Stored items

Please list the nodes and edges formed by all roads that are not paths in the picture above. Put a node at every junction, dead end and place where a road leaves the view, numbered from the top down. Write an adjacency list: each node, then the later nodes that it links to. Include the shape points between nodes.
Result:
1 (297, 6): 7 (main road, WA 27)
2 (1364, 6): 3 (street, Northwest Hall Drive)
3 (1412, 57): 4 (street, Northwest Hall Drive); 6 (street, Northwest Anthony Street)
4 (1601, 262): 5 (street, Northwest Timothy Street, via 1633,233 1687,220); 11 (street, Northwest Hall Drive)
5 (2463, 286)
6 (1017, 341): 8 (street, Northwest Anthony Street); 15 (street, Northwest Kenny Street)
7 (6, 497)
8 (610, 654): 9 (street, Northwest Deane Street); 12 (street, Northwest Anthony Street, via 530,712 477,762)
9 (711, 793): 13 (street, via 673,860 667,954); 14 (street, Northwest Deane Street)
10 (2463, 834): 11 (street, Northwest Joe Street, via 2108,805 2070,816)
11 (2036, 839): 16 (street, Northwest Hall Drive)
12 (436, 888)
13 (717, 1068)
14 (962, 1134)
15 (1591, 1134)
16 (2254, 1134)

▶ [About this task] Repeat every record above. Each one must match exactly.

▶ [Task response]
Please list the nodes and edges formed by all roads that are not paths in the picture above. Put a node at every junction, dead end and place where a road leaves the view, numbered from the top down. Write an adjacency list: each node, then the later nodes that it links to. Include the shape points between nodes.
Result:
1 (297, 6): 7 (main road, WA 27)
2 (1364, 6): 3 (street, Northwest Hall Drive)
3 (1412, 57): 4 (street, Northwest Hall Drive); 6 (street, Northwest Anthony Street)
4 (1601, 262): 5 (street, Northwest Timothy Street, via 1633,233 1687,220); 11 (street, Northwest Hall Drive)
5 (2463, 286)
6 (1017, 341): 8 (street, Northwest Anthony Street); 15 (street, Northwest Kenny Street)
7 (6, 497)
8 (610, 654): 9 (street, Northwest Deane Street); 12 (street, Northwest Anthony Street, via 530,712 477,762)
9 (711, 793): 13 (street, via 673,860 667,954); 14 (street, Northwest Deane Street)
10 (2463, 834): 11 (street, Northwest Joe Street, via 2108,805 2070,816)
11 (2036, 839): 16 (street, Northwest Hall Drive)
12 (436, 888)
13 (717, 1068)
14 (962, 1134)
15 (1591, 1134)
16 (2254, 1134)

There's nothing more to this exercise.